I revised what will be going into my husband Tim’s book on his paintings of Temma. Here are the journal entries that will be a small part of the book.
Piece for Tim’s Book
Dream from my journal dated 8/14/1985
…our baby is incredibly intelligent and becomes an object for study, is taken away. Have to go to the Press Club to talk about getting him back. I see S.A. [A writer friend] there. She is sort of interviewing me. Then when trying to get in I lose my I.D. Strange things are happening–like I have other people’s I.D.’s but not my own. and I fall down into a hole that is like an alarm system.
…you invite me to fall with you—fall through the hole down and down, swirling around, Alice falling into Wonderland. I fall with you still in my stomach, in a dream landing on an altar. You invite me to relinquish my symbols of identification—social security number, driver’s license, anything that lets others know who I am, to let them all go and become a nothing, a cipher, lying on the altar.
9.29.85
Temma Day, at your first, “there was an evening and a morning” you went to sleep and called it good.
After hours, minutes, an eternity…a doctor comes to tell us that we can go and see her. Her heart is beating, she is having continuous seizure and is on a respirator. Soon she will be in a phenobarbital-induced coma. For now, all that I can say to her when I see my baby, is “I’m sorry, I’m sorry, I’m sorry.” A nurse sitting on a stool beside her bed, tells me, “She does not need to hear you say that, she needs to hear you say I love you.”
10.3.85 …sometimes I feel like telling you to just let go and leave, die quickly, life is too hard, too painful for such a little one.
10.15.85 I wake up in the morning and there you are.
Like blankets we used to make a tent, I crawl under the doubt, blame, shame, anger, and rage, a sacred canopy that covers me in the shape of guilt.
11.15.85 I wish I could go back and start over again.
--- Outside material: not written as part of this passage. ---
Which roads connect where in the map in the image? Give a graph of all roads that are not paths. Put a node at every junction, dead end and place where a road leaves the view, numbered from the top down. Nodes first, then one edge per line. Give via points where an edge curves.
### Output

Start out nursing, no…even farther…start out by feeding you with the bottle. So, even here begins the confusion…and we bungle along.
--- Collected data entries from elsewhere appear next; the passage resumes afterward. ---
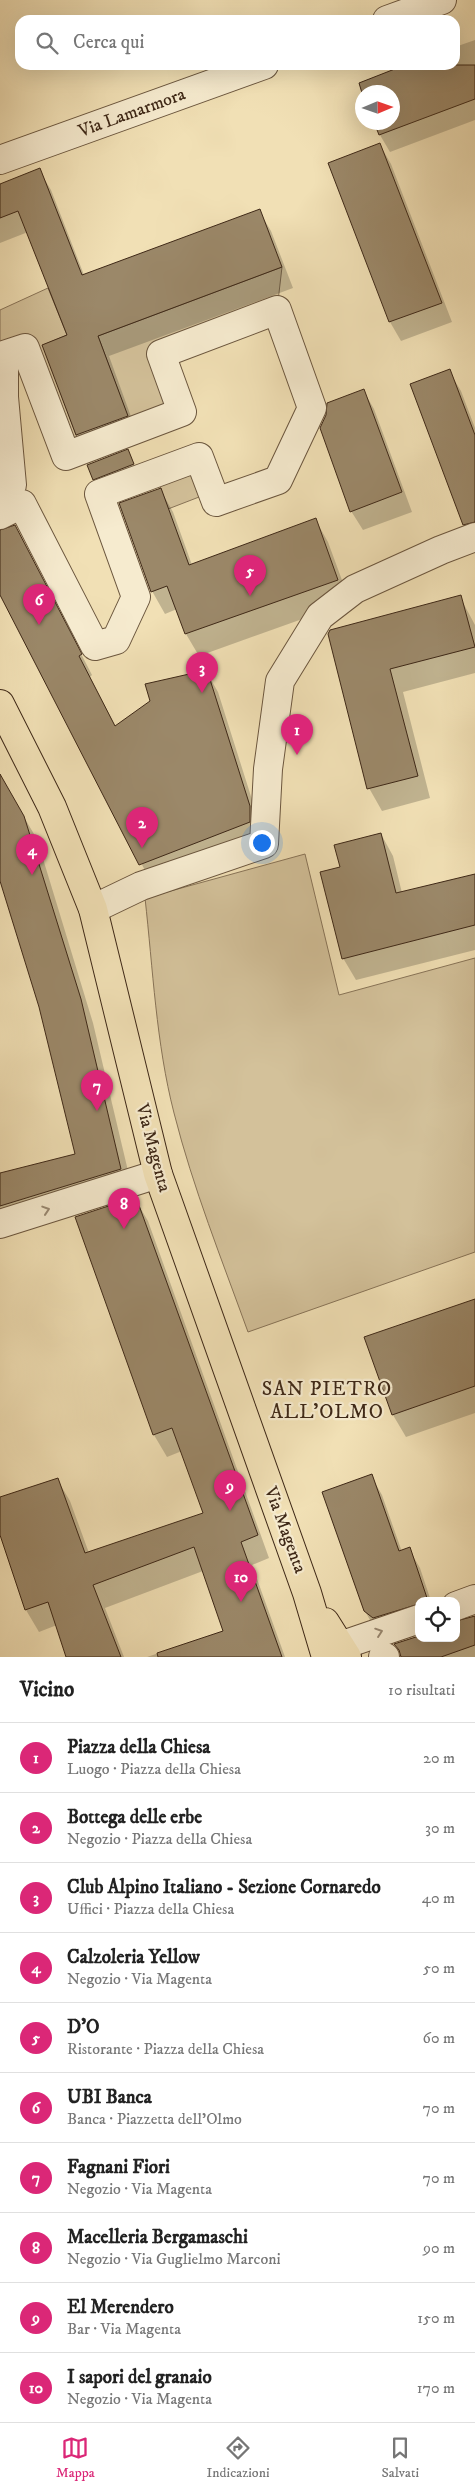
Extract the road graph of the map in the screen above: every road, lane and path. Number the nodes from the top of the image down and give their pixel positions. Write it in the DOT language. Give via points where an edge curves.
graph roads {
  1 [pos="442,0"];
  2 [pos="401,15"];
  3 [pos="250,70"];
  4 [pos="0,160"];
  5 [pos="0,489"];
  6 [pos="0,515"];
  7 [pos="475,537"];
  8 [pos="0,704"];
  9 [pos="93,909"];
  10 [pos="158,1174"];
  11 [pos="0,1224"];
  12 [pos="475,1599"];
  13 [pos="460,1605"];
  14 [pos="415,1621"];
  15 [pos="338,1653"];
  1 -- 2 [label="street"];
  3 -- 4 [label="street, Via Lamarmora"];
  5 -- 6 [label="street" via="12,485 4,397 4,355 25,348 66,456 182,412 161,354 277,310 312,408 278,480 216,502 199,457 99,494 136,597 116,640 94,646 22,504"];
  7 -- 9 [label="street" via="355,589 320,616 280,681 268,769 264,844 141,886"];
  8 -- 9 [label="main road, Via Magenta" via="52,806"];
  9 -- 10 [label="main road, Via Magenta"];
  11 -- 10 [label="street, one-way"];
  10 -- 15 [label="main road, Via Magenta" via="307,1593"];
  12 -- 13 [label="street"];
  15 -- 14 [label="street, one-way"];
}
2.11.86 Temma makes a book with an EEG. A book that I can’t read, except very, very slowly. Continuous seizures are probably doing more damage to her brain. I fight to accept, with passion.
12.31.86 Death no longer looks so frightful…a change…never in a way I would have imagined. You do not allow me to think of God in a mere sentimental way.
1.6.87 I do not pay enough attention to Temma, to really stop and look at her, for there is God whom I can love.
8.23.91 I hardly ever can stop and say “You are good.” I want to say over and over to Temma “I’m sorry,” “I’m sorry,” “I’m sorry.” Then I hear the nurse in the hospital room with Temma saying to me,”She doesn’t need to hear you say ‘I’m sorry.’ She just needs to hear you say ‘I love you” to fight with her, to go on.”
4.8.92 I have a sense now of “choosing” Temma rather than the victim of someone else’s choice forced upon me. Temma is part of my calling, my vocation.
12.12.92 …raising to full stature, becoming strong and patient. Temma has been a conduit, a stream in the desert for me with this strength. I had to let go of a lot in order to receive it, and still need to do that.
2.14.93. Temma and I have forgiven each other, this week.
3.14.95 Perhaps this is my Lenten wilderness, to keep putting myself out without much return…to keep loving and caring for Temma…a faithfulness and discipline about it all.
3.3.96
To struggle with my fears, with my inability to pray, to “embrace” the child promised to me but maybe I didn’t want. It’s maybe not what she wanted but it has been given life and she now must embrace it.
9.8.97
“Rage is the deprived infant in me but there is also a compassionate mother in me and she will come back with her healing powers in time. In fact, if I have learned anything in this year of recovering, that is what I have learned.” (May Sarton, Recovering: A Journal. W. W. Norton & Co., 1994)
5.24.99
One dream I had last night was very joy-filled. I remember only that it had something to do with a baby walking. It could have been Temma.
10.17.2002
I have come to a good inner peace in relationship with Temma. I’m no longer seeking for answers but am living in the beauty and the grace.
9.27.2009
Temma’s 24th birthday and I believe her mother is finally over her great guilt.
10.18.2012
I saw a blind cat today. She reminded me of you. There she was lying on the bed, the white part of her fur blending in with the cover so that I did not notice her there until Joyce C. pointed her out. “That’s Ruby, she’s blind.” And I do a double – take over my shoulder. There she is, lying on the big bed, her eyes looking at me and blinking. “She knows her house,” says Joyce. “Are you enjoying the bed, Ruby?”
What do you see, Temma? A fog in the night? A lamb in the fight. Your eyes dart back and forth with seizure activity, occasionally becoming intense with a momentary spasm, fixed off to the left other times when in some other seizure zone.
Later, Joyce points out Ruby’s way of finding the front steps. Out on the front walk, Ruby tentatively stretches out her right leg. “She knows the step is there and is looking for it.” Again, I watch her with amazement and curiosity.